/ 22 November 2004

The dazzling colour of black life

So it was impossible to get an answer on the main switchboard of the Johannesburg Art Gallery (JAG to me and you) about anything. Telephone enquiries received an ongoing ”nobody home” ringing tone, and personal appearances produced the usual scenario of a well-meaning, bespectacled jobsworth from the old regime trying his best to kick his new-found colleagues of darker hue into shape to take interest in the artefacts on display, and also to take an interest in interested parties, like me, who would have liked to view them.

The well-meaning jobsworth, tie properly in place, told me that the only catalogue he could give me was the one for the exhibition that was happening on the other side of the gallery. But what I had come for was the strangely eclectic Negotiated Spaces/Black Identities show, for which there was no catalogue apparently available.

The JAG is changing, albeit painfully. The old must remain in place, but the new, the threatening present, must also be hung there in such a way as to make you see the connection between these two inevitably colliding worlds.

This, it would seem, would be the underlying reason for the Negotiated Identities: Black Bodies exhibition being there in the first place.

It is a pity that there is no catalogue readily available for passing visitors to pick up and peruse while strolling through this eclectic collection. The casual visitor is not given a clue as to why this has all come to be like this.

No lies. There is some beautiful stuff. There is some interesting stuff, and there is some challenging stuff. There is also some baffling stuff.

It is just that it would have been good to know why all this stuff, from almost half a century of supposedly black South African output in the field of the visual arts should be gathered together in a supposedly singular narrative at all. How are these artists’ works related to each other, anyway, apart from in terms of the colour of their skin?

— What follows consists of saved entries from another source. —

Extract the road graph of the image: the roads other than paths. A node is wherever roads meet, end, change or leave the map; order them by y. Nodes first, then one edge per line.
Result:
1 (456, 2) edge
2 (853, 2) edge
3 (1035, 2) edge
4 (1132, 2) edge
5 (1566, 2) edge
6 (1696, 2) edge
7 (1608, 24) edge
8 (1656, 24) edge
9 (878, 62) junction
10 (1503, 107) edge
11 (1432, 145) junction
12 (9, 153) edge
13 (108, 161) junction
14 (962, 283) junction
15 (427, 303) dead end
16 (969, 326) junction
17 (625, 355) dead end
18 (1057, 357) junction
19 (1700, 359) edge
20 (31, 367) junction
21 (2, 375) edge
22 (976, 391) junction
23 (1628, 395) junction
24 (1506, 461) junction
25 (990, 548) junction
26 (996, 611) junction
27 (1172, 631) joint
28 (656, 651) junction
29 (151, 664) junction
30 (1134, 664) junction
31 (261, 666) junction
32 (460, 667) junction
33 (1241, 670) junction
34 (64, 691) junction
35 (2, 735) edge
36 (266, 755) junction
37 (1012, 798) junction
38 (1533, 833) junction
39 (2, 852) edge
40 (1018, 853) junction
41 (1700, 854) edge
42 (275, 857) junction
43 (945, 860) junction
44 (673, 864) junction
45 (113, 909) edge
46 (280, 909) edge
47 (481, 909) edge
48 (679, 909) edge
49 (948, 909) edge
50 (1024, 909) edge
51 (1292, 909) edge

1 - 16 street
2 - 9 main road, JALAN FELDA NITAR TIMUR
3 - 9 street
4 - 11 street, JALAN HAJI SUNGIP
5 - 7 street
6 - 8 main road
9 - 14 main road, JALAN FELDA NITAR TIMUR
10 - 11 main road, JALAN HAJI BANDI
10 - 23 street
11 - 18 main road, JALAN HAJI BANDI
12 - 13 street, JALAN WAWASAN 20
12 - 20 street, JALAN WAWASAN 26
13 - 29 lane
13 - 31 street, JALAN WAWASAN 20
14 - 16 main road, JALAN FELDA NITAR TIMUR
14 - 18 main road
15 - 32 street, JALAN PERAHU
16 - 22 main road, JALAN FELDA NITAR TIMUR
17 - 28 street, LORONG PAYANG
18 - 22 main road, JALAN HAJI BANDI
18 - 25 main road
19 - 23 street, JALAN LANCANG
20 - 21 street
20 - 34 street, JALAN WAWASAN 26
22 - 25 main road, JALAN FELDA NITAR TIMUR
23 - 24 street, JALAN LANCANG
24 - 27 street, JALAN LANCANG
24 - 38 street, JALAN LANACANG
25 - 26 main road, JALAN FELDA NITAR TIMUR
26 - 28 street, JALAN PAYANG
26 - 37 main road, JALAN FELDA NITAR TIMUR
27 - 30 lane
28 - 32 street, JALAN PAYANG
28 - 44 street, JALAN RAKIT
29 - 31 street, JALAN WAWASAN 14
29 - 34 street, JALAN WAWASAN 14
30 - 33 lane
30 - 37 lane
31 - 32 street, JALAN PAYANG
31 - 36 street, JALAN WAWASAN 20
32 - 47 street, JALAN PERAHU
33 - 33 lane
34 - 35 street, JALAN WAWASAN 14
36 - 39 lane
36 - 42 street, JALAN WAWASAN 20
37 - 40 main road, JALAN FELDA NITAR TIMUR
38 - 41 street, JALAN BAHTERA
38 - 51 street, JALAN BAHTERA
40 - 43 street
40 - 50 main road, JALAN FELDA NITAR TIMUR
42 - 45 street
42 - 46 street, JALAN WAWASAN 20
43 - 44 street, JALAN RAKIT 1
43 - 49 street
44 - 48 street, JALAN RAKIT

Whiteys (not darkies) are asking if this is not a new version of apartheid (and the hell with them anyway). But at some level, the question has to be answered. Which is why the unanswered telephone at the gallery becomes singularly unhelpful. What do they mean: Negotiated Identities: Black Bodies? Who is negotiating what? And why is it only black bodies, through the works of supposedly black artists, which are being negotiated?

The whole notion becomes immediately suspect — especially given the contested, supposedly negotiated, space of the JAG itself, still striving to find its own negotiated identity in the midst of the madness of rapidly re-Africanising Joubert Park, Johannesburg, South Africa, Africa.

I am struck by how many images of black misery I am confronted with up front — images of sad black folk with supposedly nowhere to go, to hope, no aspirations to dream about. A language and landscape of possibly noble people with interesting textures to their lives and faces, but basically without hope.

Is this the image of Africa? All too frequently it seems that way. The enigmatic, stony-eyed faces of the Benin mask, giving away nothing, either of pain or joy, wealth or famine, insinuate themselves into the body language of the self-consciously post-modernist South African artist. The secret message of endurance becomes the self-conscious pain consciously or unsuspectingly reflected into the outside world.

And why not? It has been a painful, consciously neglected road. Why should this not be what is reflected in the works of art produced by those who have lived it?

It is not clear why this exhibition chooses to straddle so many generations of black artists, and so many different styles and formats. But the net result is instructive.

In the middle, for example, are Ernest Cole’s compelling, black-and-white photographic images of black life — stark, uncompromising, evocative. Cole, in his brief career, expressed the lives of black bodies suspended in a limbo dictated by an all-powerful, unseen white world. In the traditions of great art, his seemingly subdued characters are truly represented by the artefacts that surround them — the battered suitcase, suggesting the uncertainty of the migrant life, and the brand-new bicycle with its shining wheels, going nowhere. And the dark, questioning eyes, giving away nothing — just like a Benin mask.

Zwelethu Mthetwa and Sam Nhlengethwa take this a step further with their collaborative collages that piece together the awful bits of these same black lives and give them immediacy and meaning — a woman in her self-decorated shack staring into the lens with a look that suggests resignation and defiance at the same time. Who are you, anyway, to be looking into my world?

But the real context is given in works by Gerard Sekoto and George Pemba, the khehlas of black South African art, which provide an unexpected message of hope — not least because they bring the dazzling colour of black life into an otherwise dreary and unrelenting world of despair.

Both Sekoto and Pemba’s worlds represents a time gone by — Sophiatown, the early days of Soweto, the black life on the outskirts of civilisation that was not always regarded as necessarily being a final resting place.

Sekoto’s work, in particular, shows up his mastery at giving distinct personalities to his subjects, most of whose faces are unseen, character emerging simply by the curve of a woman’s stationary hip, the attitude of her leg, the angle of her head and the colours she chooses to wear as she stands on a seemingly desolate Sophiatown street and exchanges gossip with her peers.

It is just a shame, as I said, that there is no road map to guide you through what all these images mean in a combined context. You make your mind up for yourself. You negotiate your own black body through these multifarious identities.